In the records that follow, the lines from the one containing "Left hand at" to the one containing "ring pip: (433, 106)", inclusive, are to be given again exactly.

___ Dataset excerpts

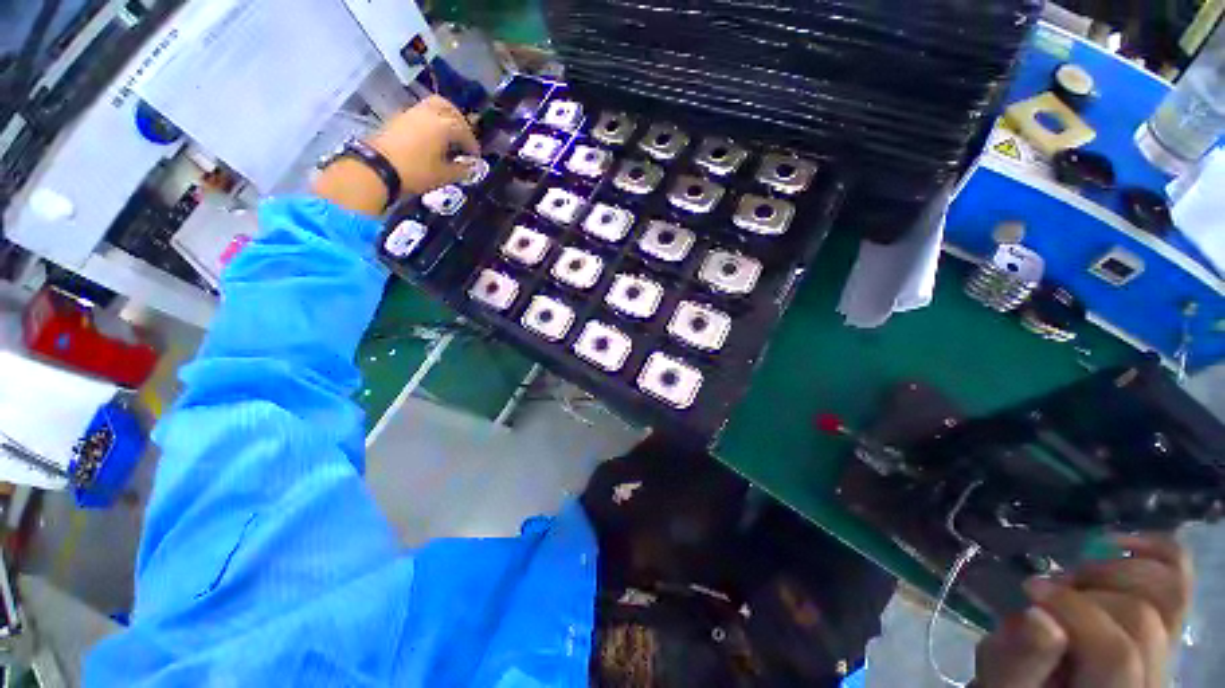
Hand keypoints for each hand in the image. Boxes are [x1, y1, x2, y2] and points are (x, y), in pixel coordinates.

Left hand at [368, 95, 479, 194]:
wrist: (379, 167)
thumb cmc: (416, 171)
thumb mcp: (444, 175)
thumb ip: (461, 170)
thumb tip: (471, 167)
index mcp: (443, 125)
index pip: (464, 130)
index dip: (472, 145)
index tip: (475, 157)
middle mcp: (429, 113)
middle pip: (449, 108)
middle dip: (460, 121)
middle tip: (464, 137)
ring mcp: (412, 113)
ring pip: (433, 106)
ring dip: (445, 117)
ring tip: (449, 135)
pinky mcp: (399, 118)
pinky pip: (421, 113)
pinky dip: (431, 120)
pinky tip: (432, 137)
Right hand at [975, 535, 1191, 687]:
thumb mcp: (1002, 682)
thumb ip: (1018, 659)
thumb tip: (1039, 615)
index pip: (1114, 652)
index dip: (1073, 611)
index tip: (1028, 591)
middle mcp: (1152, 682)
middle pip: (1141, 619)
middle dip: (1087, 592)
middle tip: (1046, 590)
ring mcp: (1168, 654)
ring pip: (1169, 593)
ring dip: (1115, 571)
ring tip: (1074, 578)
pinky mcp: (1168, 629)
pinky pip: (1180, 580)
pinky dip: (1154, 550)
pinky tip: (1117, 544)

______

◆ The answer:
Left hand at [368, 95, 479, 194]:
wrist: (379, 167)
thumb cmc: (416, 171)
thumb mcp: (444, 175)
thumb ip: (461, 170)
thumb tip: (471, 167)
index mcp: (443, 125)
index pip: (464, 130)
index dip: (472, 145)
index tip: (475, 157)
middle mcp: (429, 113)
middle pip: (449, 108)
middle dip: (460, 121)
middle tip: (464, 137)
ring mcp: (412, 113)
ring pip: (433, 106)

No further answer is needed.